Figure 4. Optical sensing and electromagnetic wave technology. (
A–
C) Single-cell analysis using a dual-functional nanoprobe based on dopant-driven plasmonic oxides, which enables the identification of a single THP-1 (related to leukemia) cells from peripheral blood mononuclear cells (PBMCs) and human embryonic kidney cells from human macrophage cells based on their surface-enhanced Raman spectroscopy (SERS) patterns. (
B,
C) (I) Cells are coated with PO (plasmonic oxide) via incubation. (II) Illustration (
left) and optical image (
right) of the PO-coated cells infused into a microfluidic chip and settled separately in the small grooves (highlighted in red). (
D) Millimeter-wave technology. Schematic of the developed ultra-wideband millimeter-wave imaging system for real-time in vivo skin cancer imaging, achieving an overall synthetic bandwidth of 98 GHz. At each scanning step, two sub-band antennas are placed in front of the target, transmit their signals in their respective sub-band frequency ranges, and record the backscattered signals. (
E) Metamaterial-inspired biosensors using THz detection and a label-free biosensing approach for molecular classification of glioma cells.
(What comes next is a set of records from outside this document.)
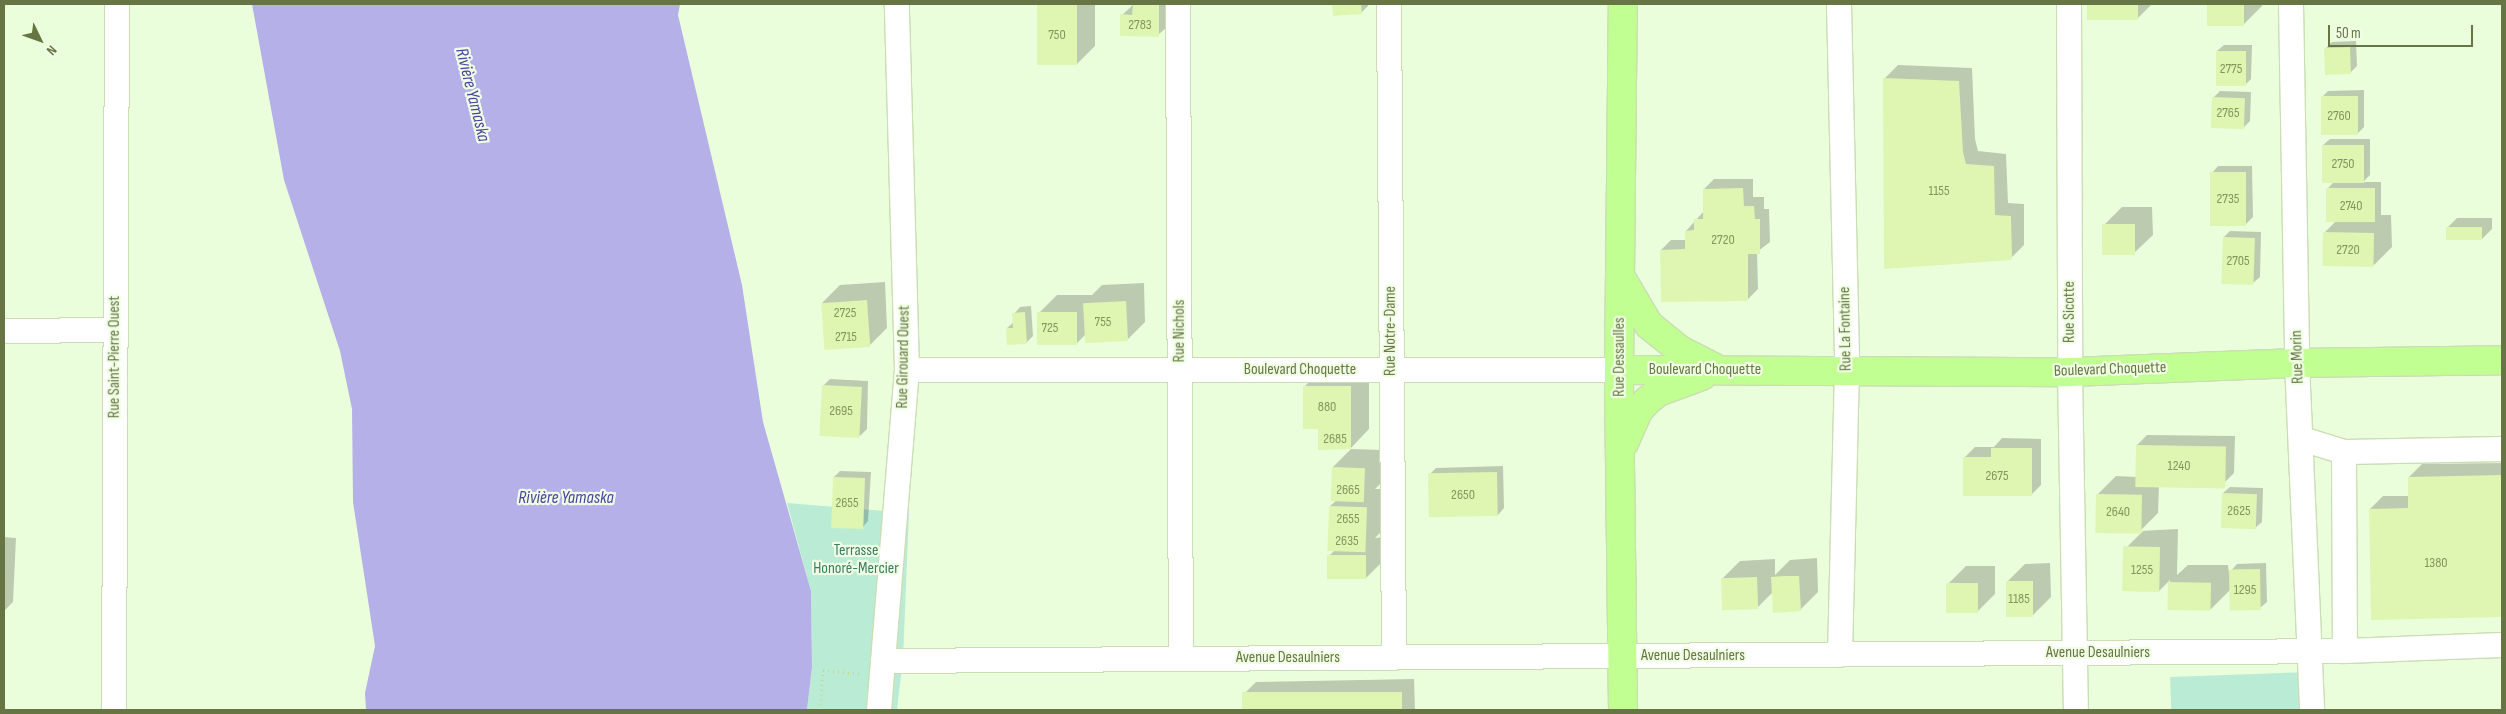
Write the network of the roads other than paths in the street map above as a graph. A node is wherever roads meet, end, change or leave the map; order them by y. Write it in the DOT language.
graph roads {
  1 [pos="117,4"];
  2 [pos="897,4"];
  3 [pos="1178,4"];
  4 [pos="1389,4"];
  5 [pos="1623,4"];
  6 [pos="1839,4"];
  7 [pos="2069,4"];
  8 [pos="2291,4"];
  9 [pos="1620,275"];
  10 [pos="115,330"];
  11 [pos="4,331"];
  12 [pos="2502,360"];
  13 [pos="2297,363"];
  14 [pos="907,370"];
  15 [pos="1180,370"];
  16 [pos="1392,370"];
  17 [pos="1619,370"];
  18 [pos="1720,370"];
  19 [pos="1847,370"];
  20 [pos="2070,372"];
  21 [pos="2302,439"];
  22 [pos="2502,448"];
  23 [pos="2344,452"];
  24 [pos="1620,460"];
  25 [pos="2502,645"];
  26 [pos="2311,652"];
  27 [pos="2345,652"];
  28 [pos="2075,653"];
  29 [pos="1840,655"];
  30 [pos="1622,656"];
  31 [pos="1394,658"];
  32 [pos="1181,659"];
  33 [pos="882,668"];
  34 [pos="114,710"];
  35 [pos="879,710"];
  36 [pos="1623,710"];
  37 [pos="2076,710"];
  38 [pos="2312,710"];
  1 -- 10 [label="street, Rue Saint-Pierre Ouest"];
  2 -- 14 [label="street, Rue Girouard Ouest"];
  3 -- 15 [label="street, Rue Nichols"];
  4 -- 16 [label="street, Rue Notre-Dame"];
  5 -- 9 [label="main road, Rue Dessaulles"];
  6 -- 19 [label="street, Rue La Fontaine"];
  7 -- 20 [label="street, Rue Sicotte"];
  8 -- 13 [label="street, Rue Morin"];
  9 -- 17 [label="main road, Rue Dessaulles"];
  9 -- 18 [label="main road"];
  10 -- 11 [label="street"];
  10 -- 34 [label="street, Rue Saint-Pierre Ouest"];
  12 -- 13 [label="main road, Boulevard Choquette"];
  13 -- 20 [label="main road, Boulevard Choquette"];
  13 -- 21 [label="street, Rue Morin"];
  14 -- 15 [label="street, Boulevard Choquette"];
  14 -- 33 [label="street, Rue Girouard Ouest"];
  15 -- 16 [label="street, Boulevard Choquette"];
  15 -- 32 [label="street, Rue Nichols"];
  16 -- 17 [label="street, Boulevard Choquette"];
  16 -- 31 [label="street, Rue Notre-Dame"];
  17 -- 18 [label="main road, Boulevard Choquette"];
  17 -- 24 [label="main road, Rue Dessaulles"];
  18 -- 19 [label="main road, Boulevard Choquette"];
  18 -- 24 [label="main road"];
  19 -- 20 [label="main road, Boulevard Choquette"];
  19 -- 29 [label="street, Rue La Fontaine"];
  20 -- 28 [label="street, Rue Sicotte"];
  21 -- 23 [label="street"];
  21 -- 26 [label="street, Rue Morin"];
  22 -- 23 [label="street"];
  23 -- 27 [label="street"];
  24 -- 30 [label="main road, Rue Dessaulles"];
  25 -- 27 [label="street, Avenue Desaulniers"];
  26 -- 27 [label="street, Avenue Desaulniers"];
  26 -- 28 [label="street, Avenue Desaulniers"];
  26 -- 38 [label="street, Rue Morin"];
  28 -- 29 [label="street, Avenue Desaulniers"];
  28 -- 37 [label="street, Rue Sicotte"];
  29 -- 30 [label="street, Avenue Desaulniers"];
  30 -- 31 [label="street, Avenue Desaulniers"];
  30 -- 36 [label="main road, Rue Dessaulles"];
  31 -- 32 [label="street, Avenue Desaulniers"];
  32 -- 33 [label="street, Avenue Desaulniers"];
  33 -- 35 [label="street, Rue Girouard Ouest"];
}
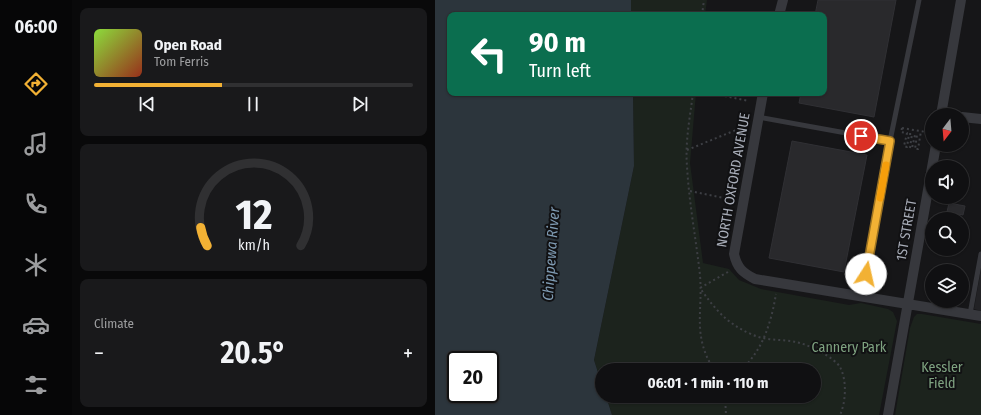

A metamaterial biosensor consisting of cut wires and split-ring resonators is used to realize polarization-independent electromagnetically induced transparency (EIT) at THz frequencies. The theoretical sensitivity of the biosensor was evaluated up to 496.01 GHz/RIU. The measured results indicated that mutant and wild-type glioma cells can be distinguished directly by observing variations in both the EIT resonance frequency and magnitude at any cell concentration without antibody introduction.
2.7.3. Photonic Crystals
Photonic crystals are periodic structures with a periodicity on the order of the wavelength of light. By controlling the periodicity and composition of photonic crystals, it is possible to create sensors that are highly sensitive to changes in the refractive index of a sample. For example, photonic crystal sensors have been used to detect small changes in the concentration of glucose in blood samples
[112][110]. The sensor is able to perform at an ultrahigh sensitivity of 4200 nm/RIU, is a low-cost, tunable design, enables real-accurate detection, and has a simple structure, which is supportive of an industrial design using low-cost product nanofabrication techniques. On the other hand, Boes et al. presented an excellent review of lithium niobate, showing its capabilities to open a new-generation field in sensor development due to its virtues, such as a large dynamic range
[113][111]. Additionally, integrated photonics on thin-film lithium niobate holds great promise for realizing low-cost and scaled optical solutions for communication, sensing, and computation
[113][111].
Overall, nanotechnology has allowed for the development of optical sensors with higher sensitivity, selectivity, and resolution, making them valuable tools for a wide range of applications, from biomedical diagnostics to environmental monitoring.